Military lawyers blast Guantánamo mail search as violating rights, ethics

 
 
Defense lawyers want Army Col. James Pohl, the chief war court judge, to find that Rear Adm. David B. Woods, the Guantanamo prison camps commander, is interfering with Pentagon defense attorneys ethical obligations by insisting that his prison staff sift through privileged attorney-client mail.
Defense lawyers want Army Col. James Pohl, the chief war court judge, to find that Rear Adm. David B. Woods, the Guantanamo prison camps commander, is interfering with Pentagon defense attorneys ethical obligations by insisting that his prison staff sift through privileged attorney-client mail.

crosenberg@miamiherald.com

WASHINGTON -- Military lawyers for Guantánamo detainees who could someday be put to death are accusing the new prison commander of censoring protected attorney-client documents, raising a new legal controversy that spotlights ongoing concern about the fairness of possible military trials.

The Obama administration reformed the military commissions in consultation with Congress to give accused terrorists greater rights. But an order by the new prison commander that all attorney-client mail be reviewed for contraband, including information that the commander argues the detainees shouldn't be allowed to have has attorneys crying foul.

The Pentagon's chief defense counsel for military commissions, Marine Col. Jeffrey Colwell, has instructed war court defense lawyers to no longer send their clients privileged mail, saying the prison camps policy of inspecting attorney-client mail violates the lawyers' ethical obligations. For a week now, defense lawyers have honored his instruction.

Meanwhile, a Navy defense lawyer, Cmdr. Walter Ruiz, has filed suit before the U.S. Court of Appeals here, accusing the prison of violating the 6th Amendment rights to a fair trial of a Saudi detainee accused of helping to move money that financed the Sept. 11, 2001, terrorist attacks.

At Guantánamo, the chief military commission judge, Army Col. James Pohl, is being asked to referee the ethical question at a hearing that opens Tuesday for accused al Qaida bomber Abd al Rahim al Nashiri. Nashiri';s lawyers argue that the prison camp policy is at odds with Congress' mandate to give accused war criminals the assistance of counsel.
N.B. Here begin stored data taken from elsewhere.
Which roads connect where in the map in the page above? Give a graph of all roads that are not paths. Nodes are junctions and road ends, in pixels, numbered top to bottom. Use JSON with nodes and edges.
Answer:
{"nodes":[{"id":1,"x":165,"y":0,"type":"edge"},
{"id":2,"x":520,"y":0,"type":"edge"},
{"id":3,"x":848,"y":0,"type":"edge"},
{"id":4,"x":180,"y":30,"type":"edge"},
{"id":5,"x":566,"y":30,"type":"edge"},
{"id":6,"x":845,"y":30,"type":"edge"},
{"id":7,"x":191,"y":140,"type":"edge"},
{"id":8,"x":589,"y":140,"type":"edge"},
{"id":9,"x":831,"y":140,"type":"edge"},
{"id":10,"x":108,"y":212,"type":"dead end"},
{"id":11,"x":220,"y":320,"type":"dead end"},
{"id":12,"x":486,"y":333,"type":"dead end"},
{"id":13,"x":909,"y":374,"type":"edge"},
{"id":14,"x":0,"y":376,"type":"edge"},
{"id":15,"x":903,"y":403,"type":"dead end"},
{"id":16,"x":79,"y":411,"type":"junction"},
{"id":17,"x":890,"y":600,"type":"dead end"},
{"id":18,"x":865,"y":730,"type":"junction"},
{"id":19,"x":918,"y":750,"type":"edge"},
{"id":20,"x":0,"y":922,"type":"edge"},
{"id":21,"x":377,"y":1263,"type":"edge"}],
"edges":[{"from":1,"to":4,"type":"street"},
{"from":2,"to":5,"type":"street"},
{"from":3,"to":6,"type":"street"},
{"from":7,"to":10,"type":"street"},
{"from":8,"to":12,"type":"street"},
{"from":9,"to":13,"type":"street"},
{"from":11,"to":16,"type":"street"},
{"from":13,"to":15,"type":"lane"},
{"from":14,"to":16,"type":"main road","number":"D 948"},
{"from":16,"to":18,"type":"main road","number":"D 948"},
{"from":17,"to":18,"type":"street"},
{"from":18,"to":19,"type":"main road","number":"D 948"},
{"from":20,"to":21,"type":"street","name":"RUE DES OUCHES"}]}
At issue is what information a lawyer may exchange with his captive client.

Defense lawyers argue that their material should be scanned only for physical contraband — anything that might be used to harm someone or something. Or as Pohl put it at a hearing in November, they should be looking for "staples, pins, baseball bats" versus "content."

But the prison commander, Rear Adm. David B. Woods, wrote lawyers last year that his staff would study and sort materials for "escape plots" or subjects of a "sexual nature."

Then the prison camps went further, the defense lawyers allege. At one point, prison camp lawyers refused to allow an official document from a senior Pentagon official, retired Vice Adm. Bruce MacDonald, to go to alleged 9/11financier Mustafa al Hawsawi as a privileged communication. In it, MacDonald approved Hawsawi's choice of a "mitigation expert" for his future capital murder trial.

In another instance, prison camp lawyers blocked a pleading by James Connell, a Pentagon-approved lawyer for accused 9/11 plotter Ammar al Baluchi, saying "Baluchi wasn't entitled to get his lawyer's draft brief as legal mail," Ruiz said.

Navy Cmdr Tamsen Reese, the prison camps spokeswoman, wouldn't comment on either of those episode or discuss the detention center's latest legal mail inspection policy, but said in an email that the issue could come up at this week's Nashiri hearing. Pohl ruled in November that Guantánamo personnel could not look at mail between Nashiri and his attorneys as long as it was properly marked.

"The problem is they are reading privileged communications and he is censoring what he believes the client should get," Ruiz said of Woods. "Our ethical rules are very clear: Attorneys cannot disclose privileged matters unless it is to avoid imminent harm or danger to a person or persons or in response to a lawful order, such as a judge's."